Log Parsing - Near Real Time
Dennis Jacobfeuerborn
dennisml at conversis.de
Thu Aug 4 19:17:35 UTC 2011
The problem is that sFlow currently lacks practical Documentation and a
library that can be used to develop agents and collectors.
It took me a while to realize why I couldn't find a collector daemon that I
could set up to use with the sflowtool or sFlowTrend. These tools *are* the
collectors.
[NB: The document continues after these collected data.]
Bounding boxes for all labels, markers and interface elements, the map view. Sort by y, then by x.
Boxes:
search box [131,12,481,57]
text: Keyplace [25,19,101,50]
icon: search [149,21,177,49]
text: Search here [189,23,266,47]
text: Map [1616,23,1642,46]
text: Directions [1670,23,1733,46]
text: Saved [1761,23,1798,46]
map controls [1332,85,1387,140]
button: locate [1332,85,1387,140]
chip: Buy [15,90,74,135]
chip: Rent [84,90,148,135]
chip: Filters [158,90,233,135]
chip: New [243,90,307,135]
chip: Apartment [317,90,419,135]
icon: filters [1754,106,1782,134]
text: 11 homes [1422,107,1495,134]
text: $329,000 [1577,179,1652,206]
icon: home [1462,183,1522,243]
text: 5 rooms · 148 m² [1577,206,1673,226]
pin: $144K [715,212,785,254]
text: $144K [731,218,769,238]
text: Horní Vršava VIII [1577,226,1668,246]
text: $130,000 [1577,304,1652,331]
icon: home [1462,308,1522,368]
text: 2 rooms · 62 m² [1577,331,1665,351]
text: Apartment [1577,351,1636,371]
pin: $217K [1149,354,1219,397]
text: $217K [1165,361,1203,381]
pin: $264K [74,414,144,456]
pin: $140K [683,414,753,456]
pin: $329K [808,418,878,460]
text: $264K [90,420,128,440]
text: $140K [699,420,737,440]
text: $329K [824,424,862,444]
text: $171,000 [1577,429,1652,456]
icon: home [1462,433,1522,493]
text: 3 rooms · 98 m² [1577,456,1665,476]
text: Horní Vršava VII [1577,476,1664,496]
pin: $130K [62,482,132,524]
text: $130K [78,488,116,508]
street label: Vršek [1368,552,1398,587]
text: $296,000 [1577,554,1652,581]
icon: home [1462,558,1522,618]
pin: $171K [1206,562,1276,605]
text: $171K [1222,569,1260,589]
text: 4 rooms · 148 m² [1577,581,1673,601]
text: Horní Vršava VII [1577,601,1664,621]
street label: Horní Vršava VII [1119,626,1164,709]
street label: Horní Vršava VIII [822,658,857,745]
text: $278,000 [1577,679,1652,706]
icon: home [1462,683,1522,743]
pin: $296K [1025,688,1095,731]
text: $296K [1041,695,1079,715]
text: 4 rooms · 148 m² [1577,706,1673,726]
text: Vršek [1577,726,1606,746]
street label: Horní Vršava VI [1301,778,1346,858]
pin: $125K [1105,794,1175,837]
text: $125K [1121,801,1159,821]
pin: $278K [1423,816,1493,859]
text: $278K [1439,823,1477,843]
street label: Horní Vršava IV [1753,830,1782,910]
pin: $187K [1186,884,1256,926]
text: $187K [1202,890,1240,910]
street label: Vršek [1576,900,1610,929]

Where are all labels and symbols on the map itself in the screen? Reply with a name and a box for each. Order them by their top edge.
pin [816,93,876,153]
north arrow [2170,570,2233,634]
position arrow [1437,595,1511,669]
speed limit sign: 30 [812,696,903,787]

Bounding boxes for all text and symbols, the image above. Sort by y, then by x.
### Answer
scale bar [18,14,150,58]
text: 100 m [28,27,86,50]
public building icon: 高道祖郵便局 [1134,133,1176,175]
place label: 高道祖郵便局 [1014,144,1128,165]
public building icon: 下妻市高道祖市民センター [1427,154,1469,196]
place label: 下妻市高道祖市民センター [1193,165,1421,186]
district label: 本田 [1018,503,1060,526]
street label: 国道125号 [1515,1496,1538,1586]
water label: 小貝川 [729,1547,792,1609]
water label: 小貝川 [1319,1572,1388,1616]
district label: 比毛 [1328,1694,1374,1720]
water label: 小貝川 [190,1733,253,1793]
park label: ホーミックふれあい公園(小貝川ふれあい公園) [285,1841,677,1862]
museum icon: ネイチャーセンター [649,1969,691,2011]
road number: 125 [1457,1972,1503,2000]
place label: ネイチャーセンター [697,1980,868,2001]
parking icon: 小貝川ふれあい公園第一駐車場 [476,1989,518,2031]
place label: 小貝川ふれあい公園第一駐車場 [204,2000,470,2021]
I would have expected to find some kind of management daemon
akin to the snmp world.
sFlow looks really interesting but it is unnecessarily obscure and the
developer resources could use a face lift and present things in a way that
introduces concepts, term and methodology to new-comers.
Put out a C library with an agent and a collector API and throw the code on
github and you no doubt will see a pickup in interest from developers.
Regards,
Dennis
On 08/04/2011 06:59 PM, Neil Mckee wrote:
> Not sure what you mean about sFlow needing to be open source? Here are
> links to the relevant open-source projects:
>
> http://nginx-sflow-module.googlecode.com
> http://host-sflow.sourceforge.net
> http://www.inmon.com/technology/sflowTools.php
>
> With a more complete "developer resources" description here:
> http://blog.sflow.com/2010/01/developer-resources.html
>
> If you use sflowtool to turn sFlow-HTTP into common-log format at the
> collector, that opens up a whole ecosystem of open-source
> perl/python/bash/PHP tools for the analysis, such as AWStats.
> http://awstats.sourceforge.net/
>
> The sFlow-HTTP feed also sends performance counters every N seconds. I
> don't yet know of an open-source adaptor to feed that into something like
> Nagios, Ganglia or Graphite, but I know there are options to do that with
> the sFlow-HOST performance counters so it shouldn't be hard to add. In
> fact, Ganglia now has native support for the sFlow-HOST counters.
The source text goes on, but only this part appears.